What the task requires >>
From the records beneath, determine how many lines contain "road" and report only that figure.

Records supplied below:

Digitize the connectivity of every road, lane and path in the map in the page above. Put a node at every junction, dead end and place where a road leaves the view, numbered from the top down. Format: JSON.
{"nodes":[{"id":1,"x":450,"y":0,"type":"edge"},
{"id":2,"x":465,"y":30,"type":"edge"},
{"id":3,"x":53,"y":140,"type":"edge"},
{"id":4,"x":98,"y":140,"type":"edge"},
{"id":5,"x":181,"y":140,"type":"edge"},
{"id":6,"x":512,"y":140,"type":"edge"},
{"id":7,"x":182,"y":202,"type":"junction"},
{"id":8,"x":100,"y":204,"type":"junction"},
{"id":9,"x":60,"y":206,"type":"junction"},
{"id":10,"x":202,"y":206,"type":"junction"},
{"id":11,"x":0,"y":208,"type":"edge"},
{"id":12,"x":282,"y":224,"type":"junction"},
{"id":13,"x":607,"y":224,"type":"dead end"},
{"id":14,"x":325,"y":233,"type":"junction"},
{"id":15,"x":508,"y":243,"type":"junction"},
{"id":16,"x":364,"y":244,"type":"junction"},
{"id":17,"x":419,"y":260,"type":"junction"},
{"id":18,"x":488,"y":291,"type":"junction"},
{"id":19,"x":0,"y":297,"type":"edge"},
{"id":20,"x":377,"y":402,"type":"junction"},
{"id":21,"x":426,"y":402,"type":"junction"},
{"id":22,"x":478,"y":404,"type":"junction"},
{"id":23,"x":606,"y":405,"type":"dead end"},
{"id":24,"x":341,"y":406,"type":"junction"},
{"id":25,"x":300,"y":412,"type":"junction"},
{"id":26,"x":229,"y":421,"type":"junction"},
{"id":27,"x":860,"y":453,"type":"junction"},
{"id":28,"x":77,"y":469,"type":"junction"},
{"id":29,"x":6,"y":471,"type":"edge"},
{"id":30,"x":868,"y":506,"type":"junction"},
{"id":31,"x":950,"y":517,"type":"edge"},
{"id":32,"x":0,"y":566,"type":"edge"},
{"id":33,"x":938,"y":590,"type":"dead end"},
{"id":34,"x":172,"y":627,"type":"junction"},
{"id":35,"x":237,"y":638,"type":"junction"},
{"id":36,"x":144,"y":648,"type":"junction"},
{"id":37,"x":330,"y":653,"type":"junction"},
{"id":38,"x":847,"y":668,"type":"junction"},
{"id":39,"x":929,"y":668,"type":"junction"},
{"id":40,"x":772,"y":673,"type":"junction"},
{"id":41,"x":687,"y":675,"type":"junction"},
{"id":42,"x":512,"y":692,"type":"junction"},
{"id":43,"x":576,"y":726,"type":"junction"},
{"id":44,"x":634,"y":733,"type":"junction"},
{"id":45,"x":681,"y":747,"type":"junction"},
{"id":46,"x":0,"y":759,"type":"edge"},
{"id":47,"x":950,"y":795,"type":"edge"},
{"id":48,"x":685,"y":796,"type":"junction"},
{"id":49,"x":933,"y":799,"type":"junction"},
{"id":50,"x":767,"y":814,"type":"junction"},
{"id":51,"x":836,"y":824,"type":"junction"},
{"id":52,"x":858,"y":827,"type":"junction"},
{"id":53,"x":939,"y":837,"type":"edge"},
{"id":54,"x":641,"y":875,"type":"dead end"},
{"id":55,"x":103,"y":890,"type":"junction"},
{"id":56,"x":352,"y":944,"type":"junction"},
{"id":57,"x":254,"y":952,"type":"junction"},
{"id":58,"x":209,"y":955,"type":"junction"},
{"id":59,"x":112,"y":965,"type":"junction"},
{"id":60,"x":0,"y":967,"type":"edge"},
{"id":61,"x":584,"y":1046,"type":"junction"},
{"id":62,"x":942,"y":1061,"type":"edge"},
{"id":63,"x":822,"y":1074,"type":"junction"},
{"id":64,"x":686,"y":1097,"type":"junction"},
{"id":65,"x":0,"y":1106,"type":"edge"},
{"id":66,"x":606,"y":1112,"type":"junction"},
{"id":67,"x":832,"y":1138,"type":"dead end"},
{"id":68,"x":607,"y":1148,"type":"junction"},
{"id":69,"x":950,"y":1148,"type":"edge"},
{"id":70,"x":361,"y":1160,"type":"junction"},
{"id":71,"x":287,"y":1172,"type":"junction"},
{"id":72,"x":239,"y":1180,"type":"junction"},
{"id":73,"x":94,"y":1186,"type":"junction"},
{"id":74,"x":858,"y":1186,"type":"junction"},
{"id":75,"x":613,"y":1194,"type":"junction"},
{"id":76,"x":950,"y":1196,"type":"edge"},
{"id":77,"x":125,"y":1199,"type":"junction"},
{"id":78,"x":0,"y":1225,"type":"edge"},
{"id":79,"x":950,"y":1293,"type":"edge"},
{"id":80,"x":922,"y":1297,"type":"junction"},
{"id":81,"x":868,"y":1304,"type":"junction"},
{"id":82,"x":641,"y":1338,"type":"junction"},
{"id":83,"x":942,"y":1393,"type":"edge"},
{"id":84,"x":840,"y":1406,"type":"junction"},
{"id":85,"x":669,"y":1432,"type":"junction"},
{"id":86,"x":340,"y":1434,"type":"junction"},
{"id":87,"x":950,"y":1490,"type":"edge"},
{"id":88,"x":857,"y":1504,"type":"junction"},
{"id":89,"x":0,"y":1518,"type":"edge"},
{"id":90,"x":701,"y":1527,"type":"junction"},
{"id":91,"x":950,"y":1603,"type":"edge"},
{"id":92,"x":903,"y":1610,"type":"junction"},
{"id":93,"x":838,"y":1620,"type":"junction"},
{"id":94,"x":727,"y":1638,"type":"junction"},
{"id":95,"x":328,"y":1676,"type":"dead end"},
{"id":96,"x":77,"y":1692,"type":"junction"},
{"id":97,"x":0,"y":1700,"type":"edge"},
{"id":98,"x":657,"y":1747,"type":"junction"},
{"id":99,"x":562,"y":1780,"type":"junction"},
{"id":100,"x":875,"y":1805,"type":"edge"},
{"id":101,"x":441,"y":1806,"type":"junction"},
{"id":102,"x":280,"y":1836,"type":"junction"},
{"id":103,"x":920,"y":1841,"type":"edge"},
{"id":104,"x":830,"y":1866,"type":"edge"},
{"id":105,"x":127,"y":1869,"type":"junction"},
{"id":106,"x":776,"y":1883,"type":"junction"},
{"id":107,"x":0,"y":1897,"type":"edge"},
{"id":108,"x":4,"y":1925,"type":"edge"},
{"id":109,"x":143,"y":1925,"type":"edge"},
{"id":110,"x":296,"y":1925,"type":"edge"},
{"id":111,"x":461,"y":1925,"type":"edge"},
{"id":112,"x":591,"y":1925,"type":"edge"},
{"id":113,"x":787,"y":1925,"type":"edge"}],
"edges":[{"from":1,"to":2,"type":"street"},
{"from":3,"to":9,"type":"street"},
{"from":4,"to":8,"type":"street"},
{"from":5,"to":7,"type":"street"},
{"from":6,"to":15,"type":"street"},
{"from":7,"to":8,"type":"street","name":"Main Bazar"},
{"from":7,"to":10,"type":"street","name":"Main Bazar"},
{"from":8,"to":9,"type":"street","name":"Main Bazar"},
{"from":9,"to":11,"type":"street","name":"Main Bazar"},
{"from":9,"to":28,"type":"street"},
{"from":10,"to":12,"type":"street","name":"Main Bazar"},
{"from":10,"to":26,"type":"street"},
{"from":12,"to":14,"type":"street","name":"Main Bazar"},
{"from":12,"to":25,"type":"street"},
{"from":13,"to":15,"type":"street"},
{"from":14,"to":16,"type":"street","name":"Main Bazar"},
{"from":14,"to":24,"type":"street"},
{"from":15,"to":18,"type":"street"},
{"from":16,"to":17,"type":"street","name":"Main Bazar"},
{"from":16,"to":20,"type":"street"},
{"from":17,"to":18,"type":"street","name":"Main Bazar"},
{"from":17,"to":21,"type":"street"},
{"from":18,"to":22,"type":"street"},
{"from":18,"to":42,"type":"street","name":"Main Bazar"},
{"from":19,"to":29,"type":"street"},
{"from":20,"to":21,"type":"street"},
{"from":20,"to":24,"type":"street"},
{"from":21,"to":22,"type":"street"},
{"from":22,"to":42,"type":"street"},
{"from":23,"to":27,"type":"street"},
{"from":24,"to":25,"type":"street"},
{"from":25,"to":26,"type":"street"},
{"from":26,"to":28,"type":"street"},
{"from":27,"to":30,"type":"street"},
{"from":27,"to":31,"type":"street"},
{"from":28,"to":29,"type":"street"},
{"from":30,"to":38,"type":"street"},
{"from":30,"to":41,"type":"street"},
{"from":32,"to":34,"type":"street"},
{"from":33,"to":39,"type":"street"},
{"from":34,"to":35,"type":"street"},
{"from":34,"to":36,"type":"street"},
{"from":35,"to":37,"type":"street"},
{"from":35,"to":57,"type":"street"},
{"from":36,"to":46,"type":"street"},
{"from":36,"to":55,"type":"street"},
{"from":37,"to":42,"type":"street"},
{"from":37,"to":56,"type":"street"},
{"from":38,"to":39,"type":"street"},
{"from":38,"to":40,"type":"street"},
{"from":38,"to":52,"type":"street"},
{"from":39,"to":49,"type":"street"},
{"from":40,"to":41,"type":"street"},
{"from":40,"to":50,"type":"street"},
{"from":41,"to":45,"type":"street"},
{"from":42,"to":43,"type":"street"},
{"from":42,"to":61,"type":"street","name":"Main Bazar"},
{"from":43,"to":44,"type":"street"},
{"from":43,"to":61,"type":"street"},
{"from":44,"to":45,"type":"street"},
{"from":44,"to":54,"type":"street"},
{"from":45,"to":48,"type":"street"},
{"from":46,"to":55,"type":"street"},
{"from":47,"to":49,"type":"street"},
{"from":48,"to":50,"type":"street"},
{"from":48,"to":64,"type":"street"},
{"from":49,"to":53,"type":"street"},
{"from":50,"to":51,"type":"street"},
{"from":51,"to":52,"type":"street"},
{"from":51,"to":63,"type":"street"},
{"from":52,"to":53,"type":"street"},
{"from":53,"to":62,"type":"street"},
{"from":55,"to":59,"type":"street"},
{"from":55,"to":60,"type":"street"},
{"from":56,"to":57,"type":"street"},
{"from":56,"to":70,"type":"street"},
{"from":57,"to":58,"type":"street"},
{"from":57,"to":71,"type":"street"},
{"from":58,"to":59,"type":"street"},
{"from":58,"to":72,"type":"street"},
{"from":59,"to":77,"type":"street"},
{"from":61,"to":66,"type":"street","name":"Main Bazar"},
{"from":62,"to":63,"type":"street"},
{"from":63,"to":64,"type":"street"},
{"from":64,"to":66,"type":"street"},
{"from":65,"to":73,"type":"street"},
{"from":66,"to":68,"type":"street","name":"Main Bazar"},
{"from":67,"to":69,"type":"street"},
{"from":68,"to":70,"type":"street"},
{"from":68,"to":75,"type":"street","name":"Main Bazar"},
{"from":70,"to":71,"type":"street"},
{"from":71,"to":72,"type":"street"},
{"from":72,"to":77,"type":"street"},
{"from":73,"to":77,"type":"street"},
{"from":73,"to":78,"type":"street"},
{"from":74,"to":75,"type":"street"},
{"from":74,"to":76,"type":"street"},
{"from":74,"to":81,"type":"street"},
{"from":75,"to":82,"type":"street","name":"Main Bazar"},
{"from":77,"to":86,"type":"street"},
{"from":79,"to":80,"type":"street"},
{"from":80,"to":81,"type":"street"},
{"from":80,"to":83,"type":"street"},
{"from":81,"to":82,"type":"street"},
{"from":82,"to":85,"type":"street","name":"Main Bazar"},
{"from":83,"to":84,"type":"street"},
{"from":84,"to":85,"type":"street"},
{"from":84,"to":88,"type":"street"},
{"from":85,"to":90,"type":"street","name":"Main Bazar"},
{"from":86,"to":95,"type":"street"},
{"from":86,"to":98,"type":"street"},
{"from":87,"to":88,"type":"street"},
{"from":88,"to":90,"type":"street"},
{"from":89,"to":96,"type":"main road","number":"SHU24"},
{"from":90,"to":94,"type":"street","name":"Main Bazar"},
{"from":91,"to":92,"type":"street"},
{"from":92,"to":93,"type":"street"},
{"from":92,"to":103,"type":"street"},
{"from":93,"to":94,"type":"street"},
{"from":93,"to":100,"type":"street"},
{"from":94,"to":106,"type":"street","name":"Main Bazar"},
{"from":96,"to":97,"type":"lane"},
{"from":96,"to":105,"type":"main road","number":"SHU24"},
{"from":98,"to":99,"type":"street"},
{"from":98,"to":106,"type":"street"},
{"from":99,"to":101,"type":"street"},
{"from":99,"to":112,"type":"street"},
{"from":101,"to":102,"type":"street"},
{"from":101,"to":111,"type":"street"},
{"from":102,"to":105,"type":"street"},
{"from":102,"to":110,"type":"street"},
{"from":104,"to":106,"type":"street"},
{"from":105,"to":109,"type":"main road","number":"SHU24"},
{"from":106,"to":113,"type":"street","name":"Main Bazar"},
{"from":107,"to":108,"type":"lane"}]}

End of Records supplied.

Output of the exercise >>
4